Data provided START

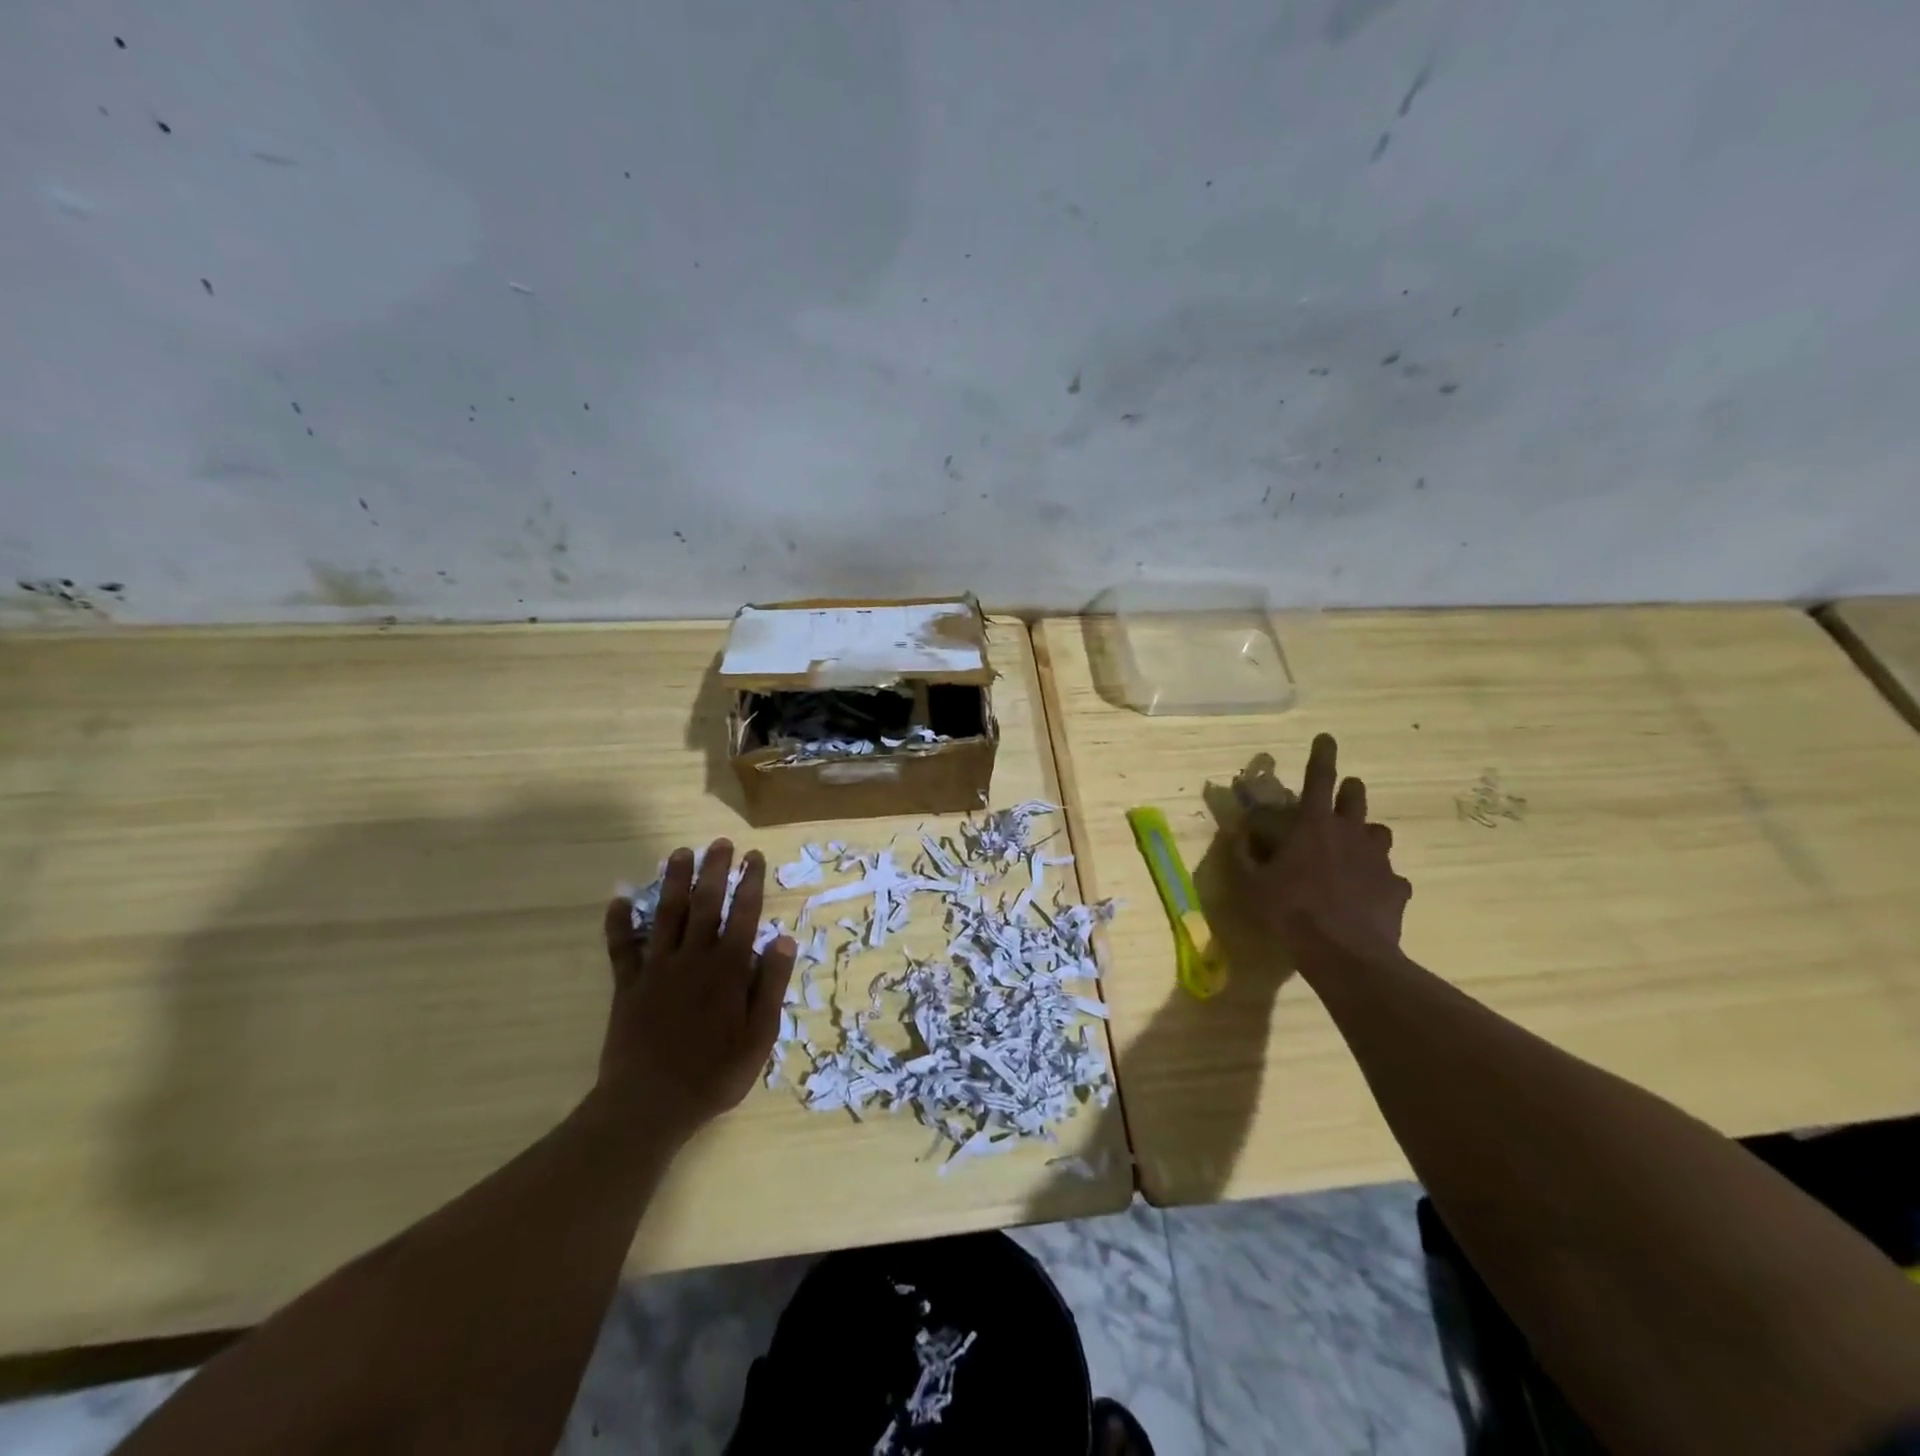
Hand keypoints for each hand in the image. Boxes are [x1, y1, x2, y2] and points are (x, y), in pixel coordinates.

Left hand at [599, 840, 796, 1139]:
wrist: (649, 1104)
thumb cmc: (714, 1074)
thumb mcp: (759, 1035)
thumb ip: (771, 984)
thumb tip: (783, 938)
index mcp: (728, 969)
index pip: (744, 914)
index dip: (750, 882)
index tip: (754, 856)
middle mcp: (693, 958)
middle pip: (705, 903)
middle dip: (714, 870)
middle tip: (720, 843)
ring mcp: (657, 969)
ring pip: (666, 915)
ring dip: (673, 882)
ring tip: (679, 853)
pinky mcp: (628, 986)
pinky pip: (621, 948)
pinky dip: (618, 923)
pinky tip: (618, 900)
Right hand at [1234, 733, 1410, 968]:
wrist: (1345, 954)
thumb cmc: (1290, 911)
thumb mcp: (1251, 884)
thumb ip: (1243, 854)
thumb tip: (1238, 833)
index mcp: (1314, 826)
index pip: (1319, 778)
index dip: (1322, 755)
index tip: (1327, 737)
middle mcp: (1351, 833)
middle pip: (1356, 798)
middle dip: (1349, 791)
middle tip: (1341, 797)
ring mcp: (1379, 860)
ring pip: (1379, 833)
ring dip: (1366, 835)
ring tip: (1354, 851)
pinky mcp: (1397, 888)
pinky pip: (1390, 876)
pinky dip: (1379, 880)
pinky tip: (1368, 896)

Data provided END

■ **The task**
Return every line of the entries above that the string "index" appears in.

■ **Response for this exercise**
index mcp: (728, 969)
index pip: (744, 914)
index dip: (750, 882)
index tip: (754, 856)
index mcp: (1314, 826)
index pip: (1319, 778)
index dip: (1322, 755)
index tip: (1327, 737)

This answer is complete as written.